Annual and transition report of foreign private issuers pursuant to Section 13 or 15(d)

Overview of the Company

Overview of the Company
12 Months Ended
Feb. 28, 2021
Overview Of The Company [Abstract]  
Overview of the Company


Overview of the Company


Triterras, Inc. (the “Company”) was originally incorporated in the Cayman Islands.  The registered office of the Company is Maples Corporate Services Limited, PO Box 309, Ugland House, Grand Cayman, KY1-1104, Cayman Islands.


On July 29, 2020, Netfin Acquisition Corp., a Cayman Islands exempted company (“Netfin”), MVR Netfin LLC, a Nevada limited liability company, as the representative of Netfin as of the date of the Business Combination Agreement and immediately prior to the closing, (the “Netfin Representative”), Triterras, Inc. (formerly Netfin Holdco) (the “Company”), Netfin Merger Sub, a Cayman Islands exempted company (“Netfin Merger Sub”), Symphonia Strategic Opportunities Limited (“SSOL”) and IKON Strategic Holdings Fund (“IKON”) (together with SSOL, the “Sellers”), entered into a Business Combination Agreement (the “Business Combination Agreement”). Pursuant to the Business Combination Agreement: (1) the Sellers agreed to sell, transfer, convey, assign and deliver to the Company all of issued and outstanding ordinary shares of Triterras Fintech Pte. Ltd. (“TFPL”)  owned by the Sellers in exchange for an aggregate of $60,000,000 in cash, 51,622,419 Holdco Ordinary Shares of the Company, and up to an additional 15,000,000 ordinary shares of the Company upon the Company meeting certain financial or share price thresholds;  and (2) Netfin Merger Sub, a wholly-owned direct subsidiary of the Company, would merge with and into Netfin, with Netfin being the surviving corporation in the merger and a wholly-owned direct subsidiary of the Company following the merger (the transactions described above, collectively, the Business Combination”).  The Business Combination was consummated on November 10, 2020 and on such date the Company changed its name from Netfin Holdco (“Holdco”) to Triterras, Inc.

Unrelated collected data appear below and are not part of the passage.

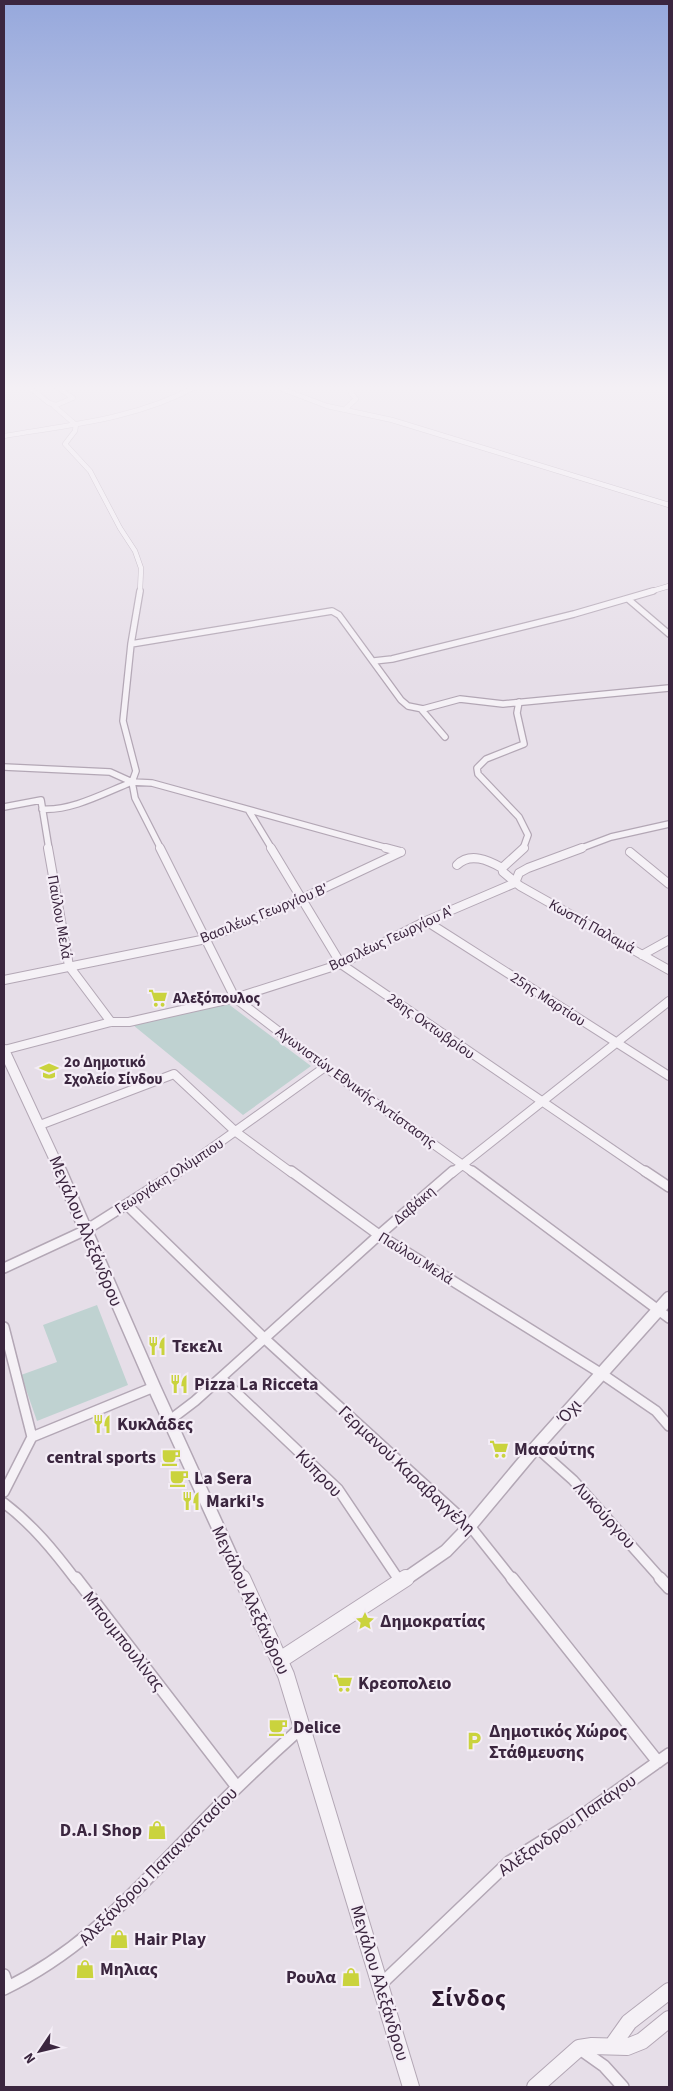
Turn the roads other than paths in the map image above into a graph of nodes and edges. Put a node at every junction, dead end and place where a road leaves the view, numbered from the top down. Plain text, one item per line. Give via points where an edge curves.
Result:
1 (97, 485) edge
2 (602, 485) edge
3 (669, 505) edge
4 (669, 586) edge
5 (628, 598) junction
6 (669, 634) edge
7 (131, 644) junction
8 (374, 661) junction
9 (669, 688) edge
10 (519, 702) junction
11 (421, 709) junction
12 (445, 737) dead end
13 (4, 767) edge
14 (132, 782) junction
15 (4, 807) edge
16 (42, 810) junction
17 (249, 811) junction
18 (669, 824) edge
19 (630, 852) dead end
20 (457, 864) dead end
21 (502, 868) junction
22 (515, 883) junction
23 (669, 884) edge
24 (301, 899) junction
25 (426, 921) junction
26 (206, 939) junction
27 (669, 940) edge
28 (642, 955) junction
29 (341, 964) junction
30 (68, 966) junction
31 (669, 970) edge
32 (4, 980) edge
33 (235, 998) junction
34 (669, 1001) edge
35 (111, 1022) junction
36 (616, 1042) junction
37 (4, 1050) edge
38 (325, 1067) junction
39 (669, 1076) edge
40 (542, 1102) junction
41 (40, 1125) junction
42 (236, 1132) junction
43 (462, 1164) junction
44 (669, 1187) edge
45 (126, 1205) junction
46 (84, 1231) junction
47 (379, 1235) junction
48 (4, 1268) edge
49 (669, 1298) edge
50 (658, 1310) junction
51 (669, 1318) edge
52 (4, 1327) edge
53 (264, 1338) junction
54 (602, 1374) junction
55 (221, 1378) junction
56 (154, 1387) junction
57 (170, 1420) junction
58 (669, 1426) edge
59 (32, 1438) junction
60 (536, 1447) junction
61 (4, 1492) edge
62 (4, 1503) edge
63 (470, 1526) junction
64 (401, 1582) junction
65 (669, 1588) edge
66 (280, 1660) junction
67 (301, 1728) junction
68 (669, 1754) edge
69 (658, 1762) junction
70 (236, 1787) junction
71 (4, 1975) edge
72 (381, 1984) junction
73 (6, 1988) edge
74 (669, 1991) edge
75 (669, 2019) edge
76 (612, 2046) junction
77 (579, 2048) junction
78 (412, 2087) edge
79 (534, 2087) edge
80 (623, 2087) edge

1 - 7 street, Αγωνιστών Εθνικής Αντίστασης via 141,568 140,602
2 - 3 street
4 - 5 street
5 - 6 street
5 - 8 street
7 - 8 street via 332,611 339,615
7 - 14 street, Αγωνιστών Εθνικής Αντίστασης via 123,721 136,771
8 - 11 street via 405,704
9 - 10 street
10 - 11 street via 492,704 458,699
10 - 21 street via 516,708 524,744 483,760 475,770 519,817 528,834 524,848
11 - 12 street
13 - 14 street via 110,772
14 - 16 street via 61,808
14 - 17 street via 152,783
14 - 26 street, Αγωνιστών Εθνικής Αντίστασης via 135,798
15 - 16 street, Παύλου Μελά via 41,800
16 - 30 street, Παύλου Μελά
17 - 24 street, 28ης Οκτωβρίου
17 - 24 street, Βασιλέως Γεωργίου Β' via 401,852
18 - 22 street via 611,837 528,868 519,873
19 - 23 street
20 - 21 street via 480,858
21 - 22 street, Κωστή Παλαμά
22 - 25 street, Βασιλέως Γεωργίου Α'
22 - 28 street, Κωστή Παλαμά
24 - 26 street, Βασιλέως Γεωργίου Β'
24 - 29 street, 28ης Οκτωβρίου
25 - 29 street, Βασιλέως Γεωργίου Α'
25 - 36 street, 25ης Μαρτίου
26 - 30 street, Βασιλέως Γεωργίου Β'
26 - 33 street, Αγωνιστών Εθνικής Αντίστασης
27 - 28 street
28 - 31 street, Κωστή Παλαμά
29 - 33 street, Βασιλέως Γεωργίου Α'
29 - 40 street, 28ης Οκτωβρίου
30 - 32 street, Βασιλέως Γεωργίου Β'
30 - 35 street, Παύλου Μελά
33 - 35 street, Βασιλέως Γεωργίου Α' via 130,1022
33 - 38 street, Αγωνιστών Εθνικής Αντίστασης
34 - 36 street, Δαβάκη
35 - 37 street, Βασιλέως Γεωργίου Α'
36 - 39 street, 25ης Μαρτίου
36 - 40 street, Δαβάκη
37 - 41 street, Μεγάλου Αλεξάνδρου
38 - 42 street, Γεωργάκη Ολύμπιου
38 - 43 street, Αγωνιστών Εθνικής Αντίστασης
40 - 43 street, Δαβάκη
40 - 44 street, 28ης Οκτωβρίου
41 - 42 street, Παύλου Μελά via 174,1074
41 - 46 street, Μεγάλου Αλεξάνδρου
42 - 45 street, Γεωργάκη Ολύμπιου
42 - 47 street, Παύλου Μελά
43 - 47 street, Δαβάκη
43 - 50 street, Αγωνιστών Εθνικής Αντίστασης
45 - 46 street, Γεωργάκη Ολύμπιου
45 - 53 street, Γερμανού Καραβαγγέλη
46 - 48 street, Γεωργάκη Ολύμπιου
46 - 56 street, Μεγάλου Αλεξάνδρου
47 - 53 street, Δαβάκη
47 - 54 street, Παύλου Μελά
49 - 50 street, Όχι
50 - 51 street, Αγωνιστών Εθνικής Αντίστασης
50 - 54 street, Όχι
52 - 59 street
53 - 55 street, Δαβάκη
53 - 63 street, Γερμανού Καραβαγγέλη
54 - 58 street, Παύλου Μελά via 656,1411
54 - 60 street, Όχι
55 - 57 street, Δαβάκη
55 - 64 street, Κύπρου via 338,1489
56 - 57 street, Μεγάλου Αλεξάνδρου
56 - 59 street
57 - 66 street, Μεγάλου Αλεξάνδρου
59 - 61 street
60 - 63 street, Όχι
60 - 65 street, Λυκούργου via 573,1480
62 - 70 street, Μπουμπουλίνας via 26,1520 52,1548
63 - 64 street via 446,1550
63 - 69 street, Γερμανού Καραβαγγέλη
64 - 66 street
66 - 67 street, Μεγάλου Αλεξάνδρου
67 - 70 street, Αλεξάνδρου Παπαναστασίου
67 - 72 street, Μεγάλου Αλεξάνδρου
68 - 69 street, Αλέξανδρου Παπάγου
69 - 72 street, Αλέξανδρου Παπάγου via 509,1862
70 - 73 street, Αλεξάνδρου Παπαναστασίου via 90,1935 52,1964
71 - 73 street
72 - 78 street, Μεγάλου Αλεξάνδρου
74 - 76 street via 629,2022
75 - 76 street via 642,2041 627,2047
76 - 77 street
77 - 79 street
77 - 80 street via 604,2066

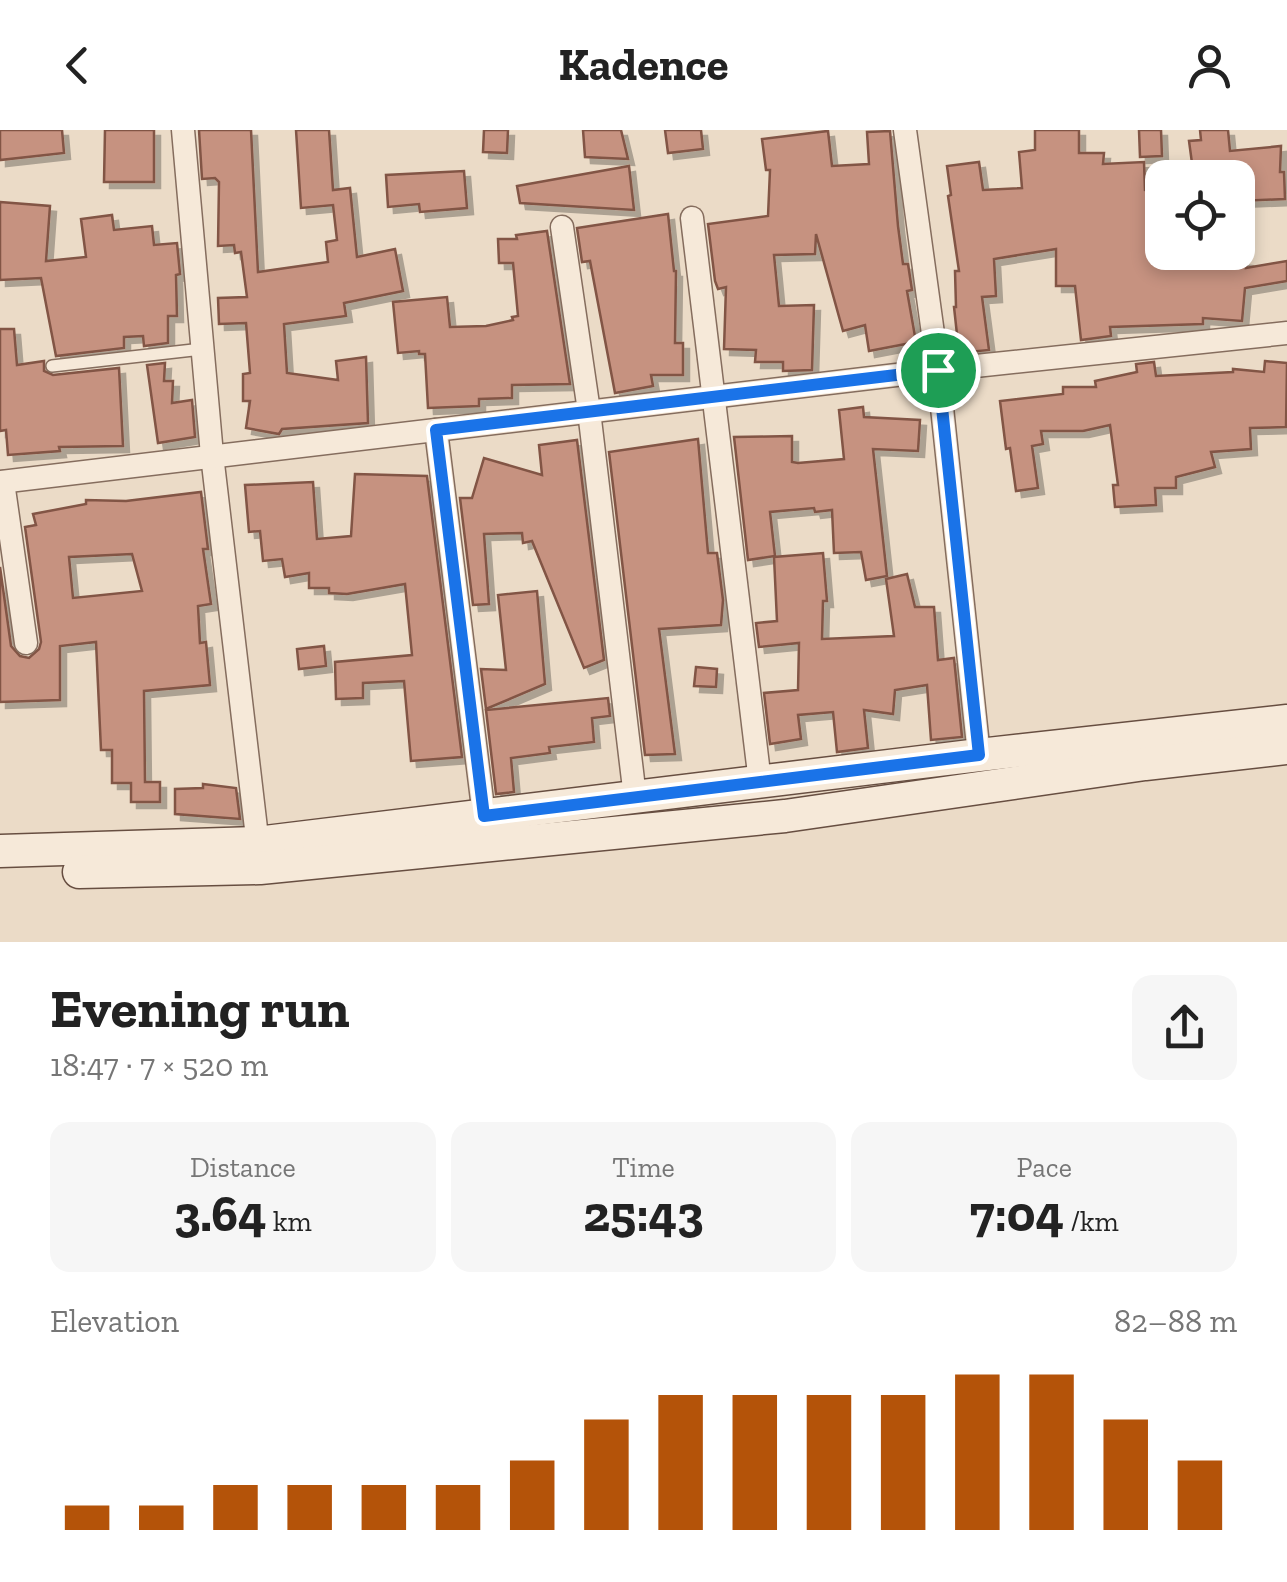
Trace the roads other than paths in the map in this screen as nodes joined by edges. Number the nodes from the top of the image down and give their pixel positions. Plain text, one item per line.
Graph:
1 (183, 130) edge
2 (905, 130) edge
3 (692, 218) dead end
4 (562, 227) dead end
5 (1287, 334) edge
6 (202, 349) junction
7 (52, 366) dead end
8 (938, 370) junction
9 (713, 396) junction
10 (589, 411) junction
11 (436, 430) junction
12 (212, 455) junction
13 (2, 482) edge
14 (26, 643) dead end
15 (1287, 721) edge
16 (1287, 748) edge
17 (979, 755) junction
18 (760, 782) junction
19 (635, 797) junction
20 (484, 816) junction
21 (0, 852) edge
22 (259, 855) junction
23 (0, 874) edge

1 - 6 street
2 - 8 street
3 - 9 street
4 - 10 street
5 - 8 street
6 - 7 lane
6 - 12 street
8 - 9 street
8 - 17 street
9 - 10 street
9 - 18 street
10 - 11 street
10 - 19 street
11 - 12 street
11 - 20 street
12 - 13 street
12 - 22 street
13 - 14 street
15 - 17 main road
16 - 22 main road
17 - 18 main road
18 - 19 main road
19 - 20 main road
20 - 22 main road
21 - 22 main road
22 - 23 main road

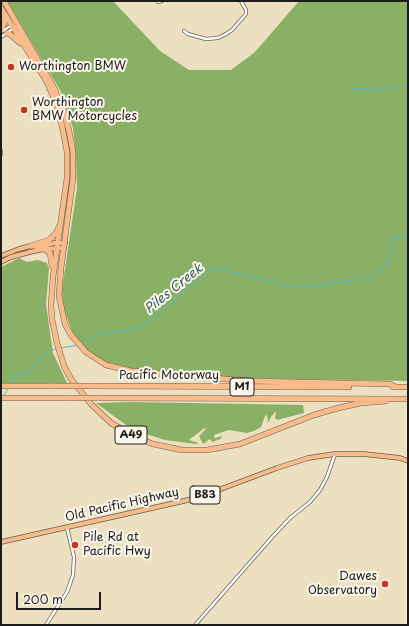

The Company is an investment holding company and the principal activities of the Group are those relating to financial technology platform solutions which facilitate trading and trade finance for small and medium sized enterprises using innovative blockchain-enabled technology.  With our investment in Trade Credit Partners the Company has become an inadvertent investment company.  See “Risk Factors” and Operating and Financial Review and Prospectus” elsewhere in this Annual Report for a discussion of the triggering events leading to a Company becoming subject the Investment Company Act and what action the Company is taking to not be subject to the Investment Company Act.


The immediate holding company as of February 28, 2021 is SSOL, a company incorporated in Mauritius. SSOL is fully owned by an individual shareholder. Prior to the Business Combination, the immediate and intermediate holding company as of February 29, 2020 are Antanium Holdings Pte. Ltd. and Antanium Global Pte. Ltd. respectively, both incorporated in Singapore.